A indústria da moda muitas vezes tem sido associada a violações do direitos humanos. Mas não precisa ser assim

Historicamente, a indústria da moda tem sido associada a uma série de violações de direitos humanos, incluindo trabalho infantil, trabalho forçado, salários injustos, e condições de trabalho inseguras e insalubres. Além disso, o impacto ambiental da moda rápida (fast fashion) — desde a poluição da água com produtos químicos tóxicos até a contribuição significativa para o acúmulo de resíduos têxteis — levanta questões críticas sobre a sustentabilidade do setor. A necessidade urgente de se adaptar a padrões mais sustentáveis e éticos não é apenas uma resposta às crescentes pressões regulatórias e às demandas dos consumidores, mas também um imperativo moral e ambiental.

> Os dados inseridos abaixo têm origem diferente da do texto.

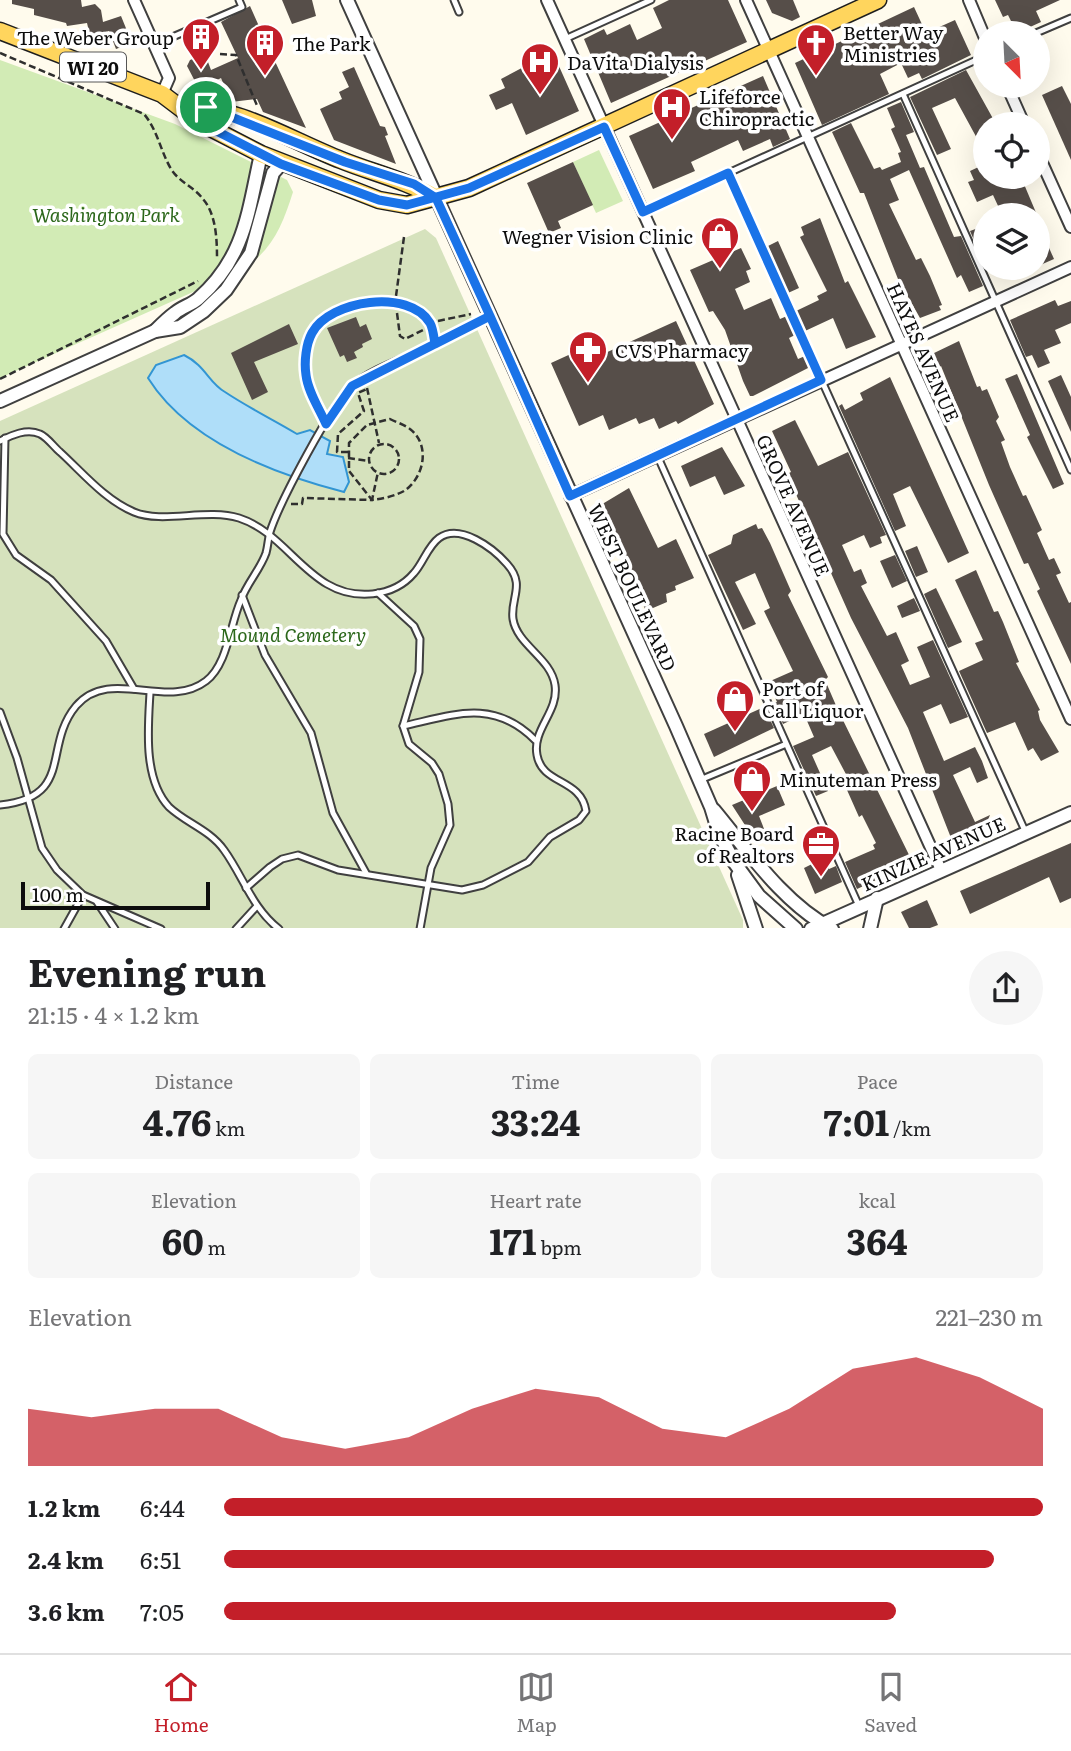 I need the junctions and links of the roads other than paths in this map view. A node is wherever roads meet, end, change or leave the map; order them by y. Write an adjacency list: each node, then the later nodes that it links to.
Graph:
1 (134, 0): 16 (street)
2 (239, 0): 16 (lane)
3 (347, 0): 29 (street, WEST BOULEVARD)
4 (453, 0): 10 (lane)
5 (547, 0): 15 (street, GROVE AVENUE)
6 (649, 0): 15 (lane)
7 (746, 0): 17 (street, HAYES AVENUE)
8 (878, 0): 17 (main road, WI 20)
9 (969, 0): 12 (street)
10 (459, 12)
11 (1071, 18): 13 (lane)
12 (978, 21)
13 (1050, 27)
14 (0, 31): 19 (main road, WI 20)
15 (565, 39): 22 (street, GROVE AVENUE)
16 (154, 45): 19 (street)
17 (769, 50): 22 (main road, WI 20); 23 (street, HAYES AVENUE)
18 (973, 62): 20 (lane)
19 (162, 94): 21 (main road, WI 20)
20 (903, 94): 23 (lane); 33 (lane)
21 (184, 107): 24 (main road, WI 20); 25 (main road, WI 20)
22 (604, 127): 29 (main road, WI 20); 30 (street, GROVE AVENUE)
23 (807, 137): 27 (lane); 37 (street, HAYES AVENUE)
24 (261, 155): 25 (main road); 26 (main road, WI 20); 35 (street)
25 (345, 162): 29 (main road, WI 20)
26 (281, 164): 29 (main road, WI 20); 35 (street)
27 (728, 173): 30 (lane); 38 (lane)
28 (1050, 181): 31 (street)
29 (436, 198): 34 (street, WEST BOULEVARD)
30 (643, 212): 40 (street, GROVE AVENUE)
31 (1071, 227)
32 (1071, 267): 33 (street)
33 (994, 302): 37 (street); 44 (lane)
34 (490, 316): 36 (lane); 45 (street, WEST BOULEVARD)
35 (155, 331): 39 (street)
36 (435, 344): 41 (lane); 41 (lane)
37 (901, 344): 38 (street); 52 (street, HAYES AVENUE)
38 (821, 380): 40 (street); 61 (lane)
39 (0, 401)
40 (736, 419): 43 (street); 63 (street, GROVE AVENUE)
41 (326, 424): 46 (lane)
42 (3, 440): 46 (lane); 49 (lane)
43 (657, 455): 45 (street); 55 (lane)
44 (1071, 470)
45 (570, 496): 56 (street, WEST BOULEVARD)
46 (270, 533): 47 (lane); 48 (lane)
47 (378, 593): 53 (lane); 54 (lane)
48 (242, 595): 50 (lane); 64 (lane)
49 (134, 689): 50 (lane); 57 (lane)
50 (150, 693): 66 (lane)
51 (0, 712): 57 (lane)
52 (1071, 719)
53 (403, 726): 54 (lane); 65 (lane)
54 (535, 740): 65 (lane)
55 (784, 745): 56 (lane); 71 (lane)
56 (700, 780): 59 (street, WEST BOULEVARD)
57 (28, 800): 58 (lane); 67 (lane)
58 (0, 805)
59 (711, 807): 62 (street, WEST BOULEVARD); 72 (street, WEST BOULEVARD)
60 (1071, 813): 61 (street, KINZIE AVENUE)
61 (1026, 833): 63 (street, KINZIE AVENUE)
62 (734, 862): 79 (street); 80 (street, WEST BOULEVARD)
63 (941, 870): 68 (street, KINZIE AVENUE)
64 (366, 873): 65 (lane); 66 (lane)
65 (426, 886): 78 (lane)
66 (246, 888): 70 (lane)
67 (83, 895): 69 (lane); 73 (lane)
68 (877, 898): 71 (street, KINZIE AVENUE); 81 (street)
69 (97, 902): 74 (lane); 75 (lane)
70 (257, 906): 76 (lane); 77 (lane)
71 (859, 906): 72 (street, KINZIE AVENUE)
72 (822, 927)
73 (65, 928)
74 (113, 928)
75 (159, 928)
76 (237, 928)
77 (278, 928)
78 (420, 928)
79 (756, 928)
80 (795, 928)
81 (870, 928)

No Brasil, há um movimento crescente dentro da indústria da moda para abraçar os princípios de ESG (ambientais, sociais e de governança), como um meio de reformar práticas históricas e alinhar-se com padrões éticos mais elevados. O aumento dos brechós online e a crescente adoção de práticas de logística reversa por grandes marcas são indicativos de uma mudança de paradigma em direção a um modelo de negócios mais circular e responsável. Estas iniciativas não apenas ajudam a mitigar o impacto ambiental da indústria, mas também promovem a inclusão social e econômica, ao oferecer alternativas acessíveis e sustentáveis para as consumidoras e os consumidores.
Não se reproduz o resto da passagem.